Müstesna insanlardan olan eserleri ile kendisini daha iyi tanıdığımız, çağımızın Dede Korkut'u diye andığımız M. Necati Sepetçioğlu; okuyucuyu kitabıyla bütünleştiren, akıcı bir şekilde olayları anlatan ve vermek istediği o müthiş hissi okuyanda uyandıran kıymetli bir yazardır.
Gerçek bir bilgedir ve Türk kültürüne kazandırdığı eserlerle, bir neslin hocası olmuştur. Çoğumuz hikayeleriyle, romanlarıyla büyümüşüzdür.

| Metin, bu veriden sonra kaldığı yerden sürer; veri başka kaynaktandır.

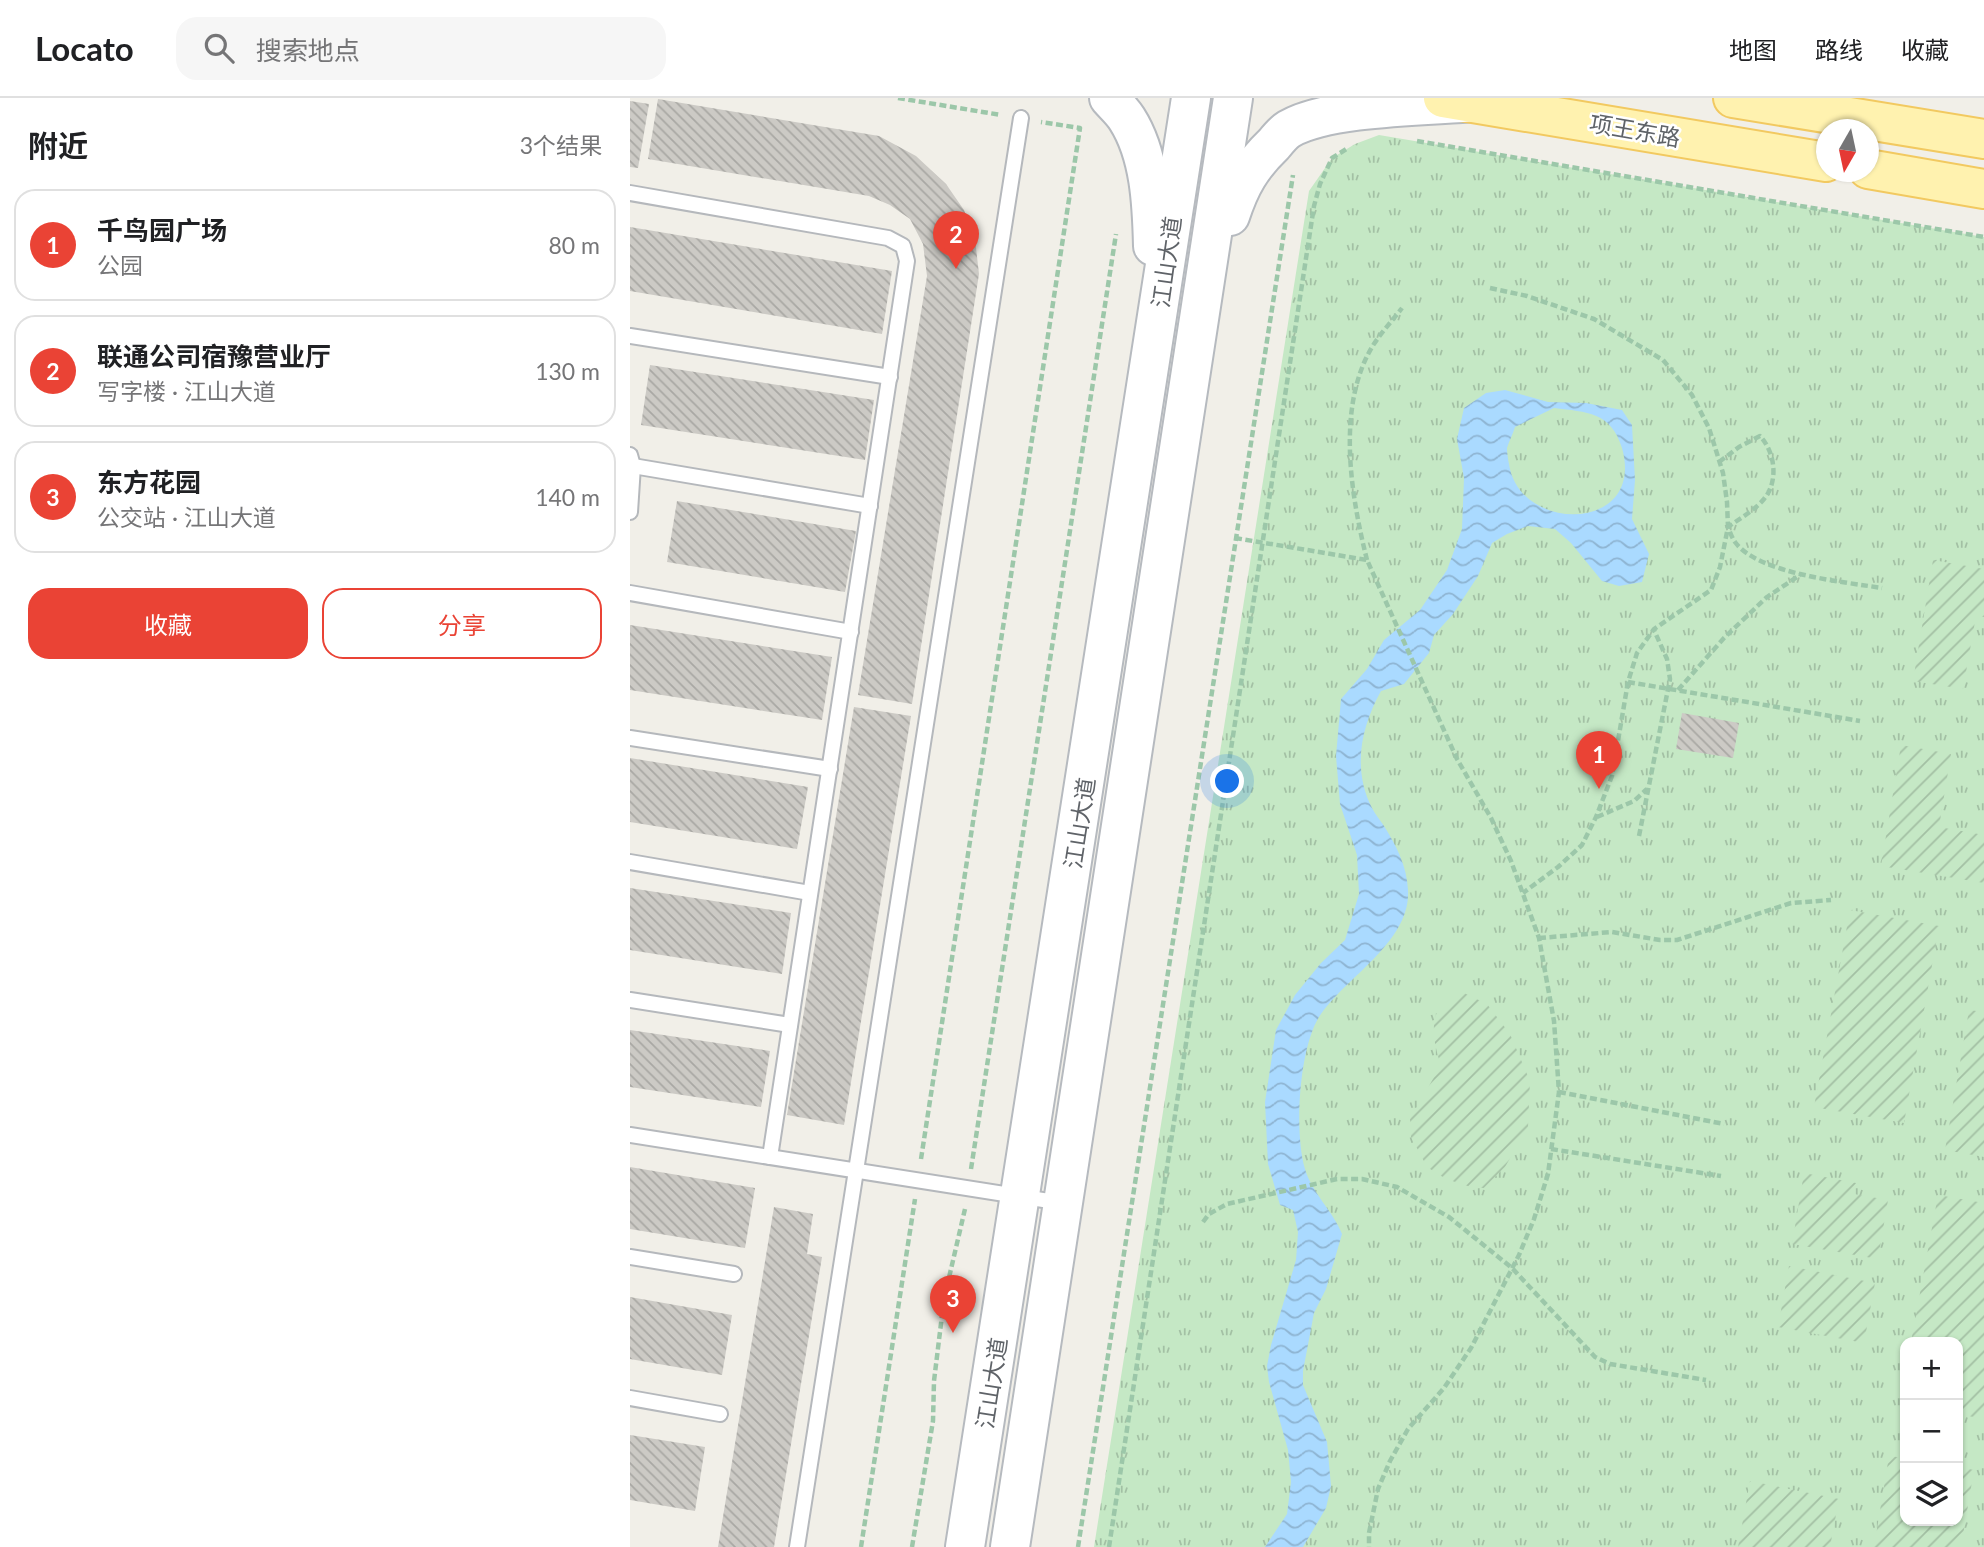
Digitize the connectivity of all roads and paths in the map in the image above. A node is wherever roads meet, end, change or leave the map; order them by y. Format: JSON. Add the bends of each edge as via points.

Ben, büyük ilgi ile okuduğumuz kitaplarından birisi olan ‘Kültür Dizisi’nde ele alınan, milli kültürümüzün mânevî temellerinin inşacısı Hoca Ahmed Yesevî ve yolunun konu edinildiği “Can Ocağında Pişen Aş” kitabından, sizlerde merak uyandırması için kısaca bahsedeceğim…

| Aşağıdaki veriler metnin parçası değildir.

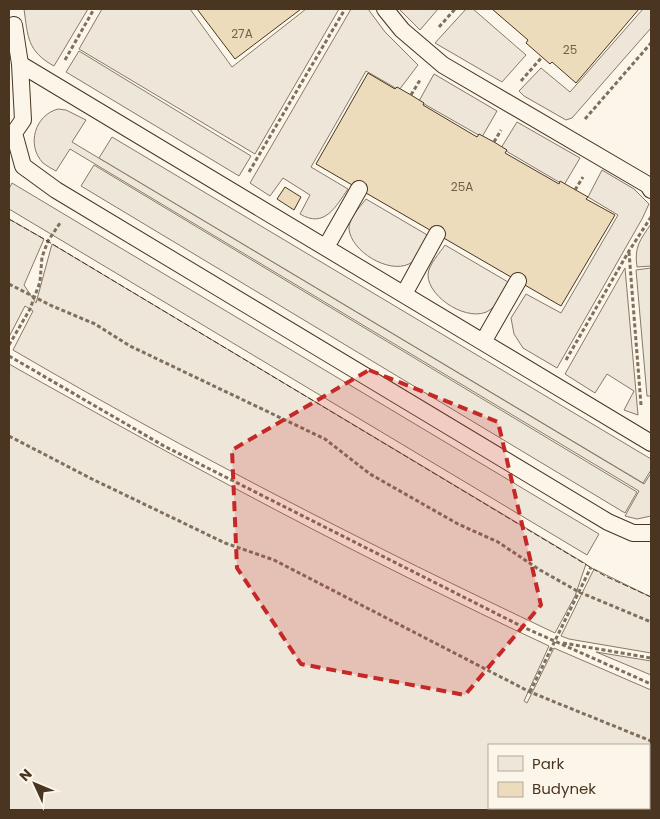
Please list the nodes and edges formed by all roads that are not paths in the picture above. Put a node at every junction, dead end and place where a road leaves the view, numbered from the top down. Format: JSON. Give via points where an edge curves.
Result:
{"nodes":[{"id":1,"x":385,"y":9,"type":"edge"},
{"id":2,"x":12,"y":20,"type":"edge"},
{"id":3,"x":20,"y":64,"type":"junction"},
{"id":4,"x":11,"y":135,"type":"edge"},
{"id":5,"x":359,"y":190,"type":"dead end"},
{"id":6,"x":651,"y":190,"type":"edge"},
{"id":7,"x":436,"y":234,"type":"dead end"},
{"id":8,"x":326,"y":247,"type":"junction"},
{"id":9,"x":518,"y":281,"type":"dead end"},
{"id":10,"x":404,"y":294,"type":"junction"},
{"id":11,"x":484,"y":342,"type":"junction"},
{"id":12,"x":648,"y":440,"type":"edge"},
{"id":13,"x":651,"y":533,"type":"edge"}],
"edges":[{"from":1,"to":6,"type":"lane","via":[[402,30],[444,65],[648,184]]},
{"from":2,"to":3,"type":"lane"},
{"from":3,"to":4,"type":"lane","via":[[23,120]]},
{"from":3,"to":8,"type":"lane"},
{"from":4,"to":13,"type":"lane","via":[[23,166],[74,201],[608,522],[633,533]]},
{"from":5,"to":8,"type":"lane"},
{"from":7,"to":10,"type":"lane"},
{"from":8,"to":10,"type":"lane"},
{"from":9,"to":11,"type":"lane"},
{"from":10,"to":11,"type":"lane"},
{"from":11,"to":12,"type":"lane"}]}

Bu kitap; ilk sayfalarında inanmanın ne olduğundan bahsetmektedir. ‘Bilmek; inanmakla olur, inanmayan insan bilemez.’ diyerek aklın, gönlün ve yüreğin bir arada inandığı aynı anda kabul ettiği şeyin biliniyor olduğunu söylemektedir.
Biraz daha okuduğumuzda ise aklı, yüreği, gönlü tarif etmekte, akıl-yürek adamlarının, gönül adamlarının kimler olduğunu cümlelerinde bize sunmaktadır.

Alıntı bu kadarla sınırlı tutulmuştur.